Not all organisations have their finance director on the board and many constrain their role to focus more on aspects of reporting than participating in organisational strategy and planning. Too often the finance director sits below board level and reports to a board member such as a Director General of Resources who has a wider remit and is often from a policy discipline background. Such approaches limit the ability of senior financial managers to use their skills effectively for the benefit of the organisation. It also sends out a message that finance is not part of strategic planning or decision making.

There is also a “Catch-22” effect here – because financial people in many government departments (especially smaller ones) are not trained and developed with the expectation they will participate in strategic management, they sometimes conform to the expectations that they are not equipped to do so.
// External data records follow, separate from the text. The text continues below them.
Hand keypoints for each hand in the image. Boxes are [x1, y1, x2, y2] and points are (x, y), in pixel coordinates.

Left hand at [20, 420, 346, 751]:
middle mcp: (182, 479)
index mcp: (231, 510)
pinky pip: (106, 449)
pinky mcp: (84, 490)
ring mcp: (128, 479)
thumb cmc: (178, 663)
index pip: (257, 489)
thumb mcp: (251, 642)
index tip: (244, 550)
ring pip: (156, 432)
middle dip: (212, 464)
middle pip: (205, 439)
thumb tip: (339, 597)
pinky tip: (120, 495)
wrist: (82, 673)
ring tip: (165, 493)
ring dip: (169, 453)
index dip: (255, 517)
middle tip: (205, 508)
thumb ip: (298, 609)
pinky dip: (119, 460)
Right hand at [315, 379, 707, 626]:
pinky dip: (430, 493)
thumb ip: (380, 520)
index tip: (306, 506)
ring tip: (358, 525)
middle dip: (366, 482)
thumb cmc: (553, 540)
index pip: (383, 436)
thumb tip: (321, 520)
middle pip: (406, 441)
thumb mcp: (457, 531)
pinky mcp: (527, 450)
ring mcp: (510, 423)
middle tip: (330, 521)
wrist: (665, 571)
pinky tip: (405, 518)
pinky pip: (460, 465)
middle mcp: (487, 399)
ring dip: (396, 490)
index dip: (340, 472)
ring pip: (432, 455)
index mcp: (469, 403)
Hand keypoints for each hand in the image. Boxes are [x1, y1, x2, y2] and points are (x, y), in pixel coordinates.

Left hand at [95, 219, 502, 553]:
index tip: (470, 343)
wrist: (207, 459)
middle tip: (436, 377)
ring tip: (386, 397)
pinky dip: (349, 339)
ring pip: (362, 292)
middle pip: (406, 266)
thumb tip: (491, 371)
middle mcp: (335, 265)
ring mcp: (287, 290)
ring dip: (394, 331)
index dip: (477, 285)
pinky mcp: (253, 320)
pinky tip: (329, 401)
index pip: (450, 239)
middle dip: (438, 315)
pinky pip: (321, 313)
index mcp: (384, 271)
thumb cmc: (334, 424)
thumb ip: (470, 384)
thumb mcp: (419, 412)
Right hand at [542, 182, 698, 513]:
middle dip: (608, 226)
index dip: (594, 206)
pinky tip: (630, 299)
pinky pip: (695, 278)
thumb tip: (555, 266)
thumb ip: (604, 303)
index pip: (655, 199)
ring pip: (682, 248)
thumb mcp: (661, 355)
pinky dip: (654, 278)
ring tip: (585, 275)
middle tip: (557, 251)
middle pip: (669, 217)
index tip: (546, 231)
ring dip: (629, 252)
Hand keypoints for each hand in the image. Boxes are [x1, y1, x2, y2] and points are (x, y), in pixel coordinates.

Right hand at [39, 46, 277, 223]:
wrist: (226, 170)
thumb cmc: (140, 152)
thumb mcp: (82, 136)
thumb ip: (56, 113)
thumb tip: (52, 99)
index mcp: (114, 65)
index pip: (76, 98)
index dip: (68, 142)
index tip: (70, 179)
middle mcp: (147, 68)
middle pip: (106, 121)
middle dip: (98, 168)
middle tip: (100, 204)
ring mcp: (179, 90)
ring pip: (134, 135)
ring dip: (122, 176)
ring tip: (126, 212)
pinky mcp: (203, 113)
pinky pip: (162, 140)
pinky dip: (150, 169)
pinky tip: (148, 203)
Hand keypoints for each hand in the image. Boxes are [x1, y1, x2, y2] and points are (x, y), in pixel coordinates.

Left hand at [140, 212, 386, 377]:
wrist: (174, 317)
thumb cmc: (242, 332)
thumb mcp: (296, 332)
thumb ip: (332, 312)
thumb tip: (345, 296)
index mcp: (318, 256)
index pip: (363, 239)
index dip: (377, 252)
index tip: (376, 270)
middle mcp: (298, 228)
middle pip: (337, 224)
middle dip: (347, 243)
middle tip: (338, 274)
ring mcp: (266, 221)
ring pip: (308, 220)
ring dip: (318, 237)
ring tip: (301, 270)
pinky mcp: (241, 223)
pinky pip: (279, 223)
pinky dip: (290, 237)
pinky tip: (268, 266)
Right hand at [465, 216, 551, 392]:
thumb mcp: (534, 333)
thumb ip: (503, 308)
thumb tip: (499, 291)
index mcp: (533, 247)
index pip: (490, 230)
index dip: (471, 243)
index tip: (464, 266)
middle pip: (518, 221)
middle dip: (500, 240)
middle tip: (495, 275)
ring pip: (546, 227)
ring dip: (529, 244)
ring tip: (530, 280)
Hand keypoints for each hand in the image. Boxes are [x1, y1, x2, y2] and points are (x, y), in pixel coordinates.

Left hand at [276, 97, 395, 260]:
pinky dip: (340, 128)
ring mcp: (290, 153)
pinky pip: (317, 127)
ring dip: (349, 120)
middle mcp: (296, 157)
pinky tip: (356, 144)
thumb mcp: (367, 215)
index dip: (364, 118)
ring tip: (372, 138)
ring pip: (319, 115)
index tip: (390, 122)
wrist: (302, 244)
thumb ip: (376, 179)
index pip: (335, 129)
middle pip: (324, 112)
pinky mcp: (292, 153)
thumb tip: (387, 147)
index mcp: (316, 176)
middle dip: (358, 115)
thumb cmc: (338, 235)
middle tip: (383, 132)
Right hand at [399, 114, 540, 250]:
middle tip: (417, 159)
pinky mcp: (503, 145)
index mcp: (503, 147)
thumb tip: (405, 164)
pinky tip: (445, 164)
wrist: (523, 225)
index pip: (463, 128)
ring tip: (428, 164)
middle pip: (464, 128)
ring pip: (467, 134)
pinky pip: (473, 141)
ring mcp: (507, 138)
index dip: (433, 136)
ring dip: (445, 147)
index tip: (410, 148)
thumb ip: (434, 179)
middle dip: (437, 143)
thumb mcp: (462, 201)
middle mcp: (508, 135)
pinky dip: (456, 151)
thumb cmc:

In their selection and development, they have not been chosen for their influencing and communications skills or given the wider organisational experienced needed to give them credibility and breadth. This can impact on remit or “organisational permissions”.

It is ultimately self-defeating for any organisation to exclude financial management expertise from any senior board or committee that involves the commitment of financial resources. This needs to be part of the constitution of all government bodies, that they ensure only personal with appropriate skills and experience hold posts with responsibility for financial management.

Skills for financial management roles

Ideally financial management skills should be incorporated into the early training of staff on accelerated development schemes who might at some stage of their careers be in a position to deploy and manage financial resources. Part of the remit for senior posts with financial management responsibilities should be demonstrable experience of the skills and aptitude for the role.

Giving some staff on accelerated development schemes the opportunity to train as professional accountants (as some governments do) is a good start. It helps to build a cadre of people with strong financial management skills who are likely to hold senior financial management roles in the future. Schemes of these nature usually only involve small numbers of people however, and financial management training of some sort needs to be made more prevalent. The answer may be a lower level qualification than a full professional qualification like Chartered Accountant. Perhaps something like the ICAEW Business and Finance Professional (BFP) which is less time intensive to acquire and could be obtained by a larger contingent.

Top level financial management

For financial management to be truly effective, resources need to be co-ordinated, prioritised and managed to deliver overall policy outcomes and manage risk effectively at the overall top level of government. In many countries this falls to either one of the finance or economics ministries (or a combination of the two).

However, once the overall budget is agreed, day to day financial management is very often conducted in the silos of individual departments. In the main, co-ordinating resources to deliver cross-cutting policy objectives – that might touch on multiple departments, such as improving health across the whole population or improving business investment are often hard to deliver in a co-ordinated way.

This is a tough issue to tackle, but ultimately there needs to be something like a group CFO function for government as a whole, empowered to undertake strategic financial management and the prioritisation of resources to outcomes within budget periods. This could sit in the Ministry of Finance or elsewhere within the top executive, but wherever it sits, it has to have the power to deploy a level of discretionary financial resources in accordance with the overall priorities set by the leader of the government. This might be made sufficiently easier if a pool of resources for discretionary spending (as opposed to the running costs) was held centrally and not all resources were allocated to spending departments.